United States v. David Vyner
2017 U.S. App. LEXIS 1492
| D.C. Cir. | 2017Background
- In 2011 Vyner was indicted for violating 18 U.S.C. § 1546(a) (possession of an altered immigration document) and for aggravated identity theft under 18 U.S.C. § 1028A(a)(1); he pled guilty in 2014 to § 1546(a) (Count 1) and the government dismissed Count 2 per the plea agreement.
- At plea, the government proffered that agents found an Albanian diplomatic passport in Vyner’s hotel room with Vyner’s photo pasted over the original, an expired printed expiration date (Jan 25, 2010), and a stamped entry stating “VALID UNTIL DEC 2015”; consular certification showed the stamp did not validly extend the passport.
- Vyner admitted he knowingly possessed the altered passport but later challenged counsel’s advice to plead guilty, arguing ineffective assistance under Strickland because § 1546(a) does not cover foreign-issued passports or expired passports.
- The district court accepted the plea and sentenced Vyner to 364 days’ imprisonment. Vyner appealed claiming counsel was constitutionally deficient for advising the plea.
- The D.C. Circuit reviewed de novo whether counsel’s performance was deficient and applied the contemporaneous-assessment rule from Strickland.
Issues
| Issue | Vyner’s Argument | Government/Counsel’s Argument | Held |
|---|---|---|---|
| Whether § 1546(a) covers foreign-issued passports | §1546(a) applies only to U.S.-issued entry documents; foreign passports are not “prescribed by statute or regulation for entry” | Circuit precedent (2d & 5th) and statutory/regulatory predicates identify foreign passports as entry documents for aliens, so §1546(a) covers them | Counsel not deficient for relying on existing 2d/5th Circuit interpretations; court did not resolve statute’s ultimate meaning |
| Whether §1546(a) requires that the foreign passport be unexpired/valid to be covered | Because the passport was expired, possession did not meet the statute’s predicate (valid/unexpired) | Fraudulent/counterfeit/altered passports are by definition not "valid," so §1546(a) criminalizes knowing possession of altered/forged passports even if expired in their altered/counterfeit state | Counsel not deficient for following prevailing reading that §1546(a) covers altered foreign passports regardless of expiration status |
| Whether counsel’s failure to litigate these statutory arguments made his assistance deficient under Strickland | Counsel should have advised against pleading guilty because the law did not clearly reach Vyner’s conduct | At plea time, no contrary circuit authority undermined the 2d/5th Circuit holdings; plea avoided a mandatory 2-year sentence on Count 2 | Performance was within reasonable professional norms; no deficiency shown |
| Whether prejudice inquiry must be reached after showing deficient performance | Vyner asserted he would not have pled guilty if properly advised | Government emphasized plea benefits (dismissal of Count 2 carrying mandatory 2 years) and prevailing law supported counsel’s choice | Court did not reach prejudice prong because Vyner failed to show deficient performance |
Key Cases Cited
- Strickland v. Washington, 466 U.S. 668 (establishing two-prong ineffective assistance standard)
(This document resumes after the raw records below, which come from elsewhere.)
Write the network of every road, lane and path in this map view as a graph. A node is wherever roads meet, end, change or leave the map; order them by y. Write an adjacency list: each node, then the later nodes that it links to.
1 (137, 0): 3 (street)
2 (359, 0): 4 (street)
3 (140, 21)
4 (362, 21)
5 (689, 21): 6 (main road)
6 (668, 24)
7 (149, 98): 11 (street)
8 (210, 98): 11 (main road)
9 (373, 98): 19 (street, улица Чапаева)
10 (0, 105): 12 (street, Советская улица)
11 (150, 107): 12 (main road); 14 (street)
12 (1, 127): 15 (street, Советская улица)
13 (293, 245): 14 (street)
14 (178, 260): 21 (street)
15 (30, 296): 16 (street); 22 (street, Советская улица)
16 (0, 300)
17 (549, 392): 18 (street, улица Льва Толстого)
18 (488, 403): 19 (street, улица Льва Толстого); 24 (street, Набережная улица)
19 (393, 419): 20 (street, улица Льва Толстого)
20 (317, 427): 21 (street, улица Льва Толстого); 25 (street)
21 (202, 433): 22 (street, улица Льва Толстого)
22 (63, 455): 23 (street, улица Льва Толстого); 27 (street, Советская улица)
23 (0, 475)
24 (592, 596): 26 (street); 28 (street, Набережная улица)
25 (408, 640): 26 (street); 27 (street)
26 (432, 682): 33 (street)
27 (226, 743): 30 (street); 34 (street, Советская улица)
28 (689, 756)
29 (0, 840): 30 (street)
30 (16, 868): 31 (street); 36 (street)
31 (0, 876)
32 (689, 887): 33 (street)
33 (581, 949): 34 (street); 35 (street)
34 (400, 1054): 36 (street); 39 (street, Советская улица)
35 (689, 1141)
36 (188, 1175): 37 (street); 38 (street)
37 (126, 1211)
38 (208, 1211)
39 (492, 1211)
- Hill v. Lockhart, 474 U.S. 52 (ineffective-assistance standard applied to plea negotiations)
- United States v. Rahman, 189 F.3d 88 (2d Cir.) (holding foreign passports fall within §1546(a) predicates)
- United States v. Osiemi, 980 F.2d 344 (5th Cir.) (same conclusion as Rahman)
- United States v. Thomsen, 830 F.3d 1049 (9th Cir.) (holding §1546(a) does not apply to U.S. passports; distinguished here)
- Lockhart v. Fretwell, 506 U.S. 364 (contemporaneous assessment principle in ineffective-assistance review)
- Premo v. Moore, 562 U.S. 115 (noting plea-bargain strategic choices and Strickland scrutiny)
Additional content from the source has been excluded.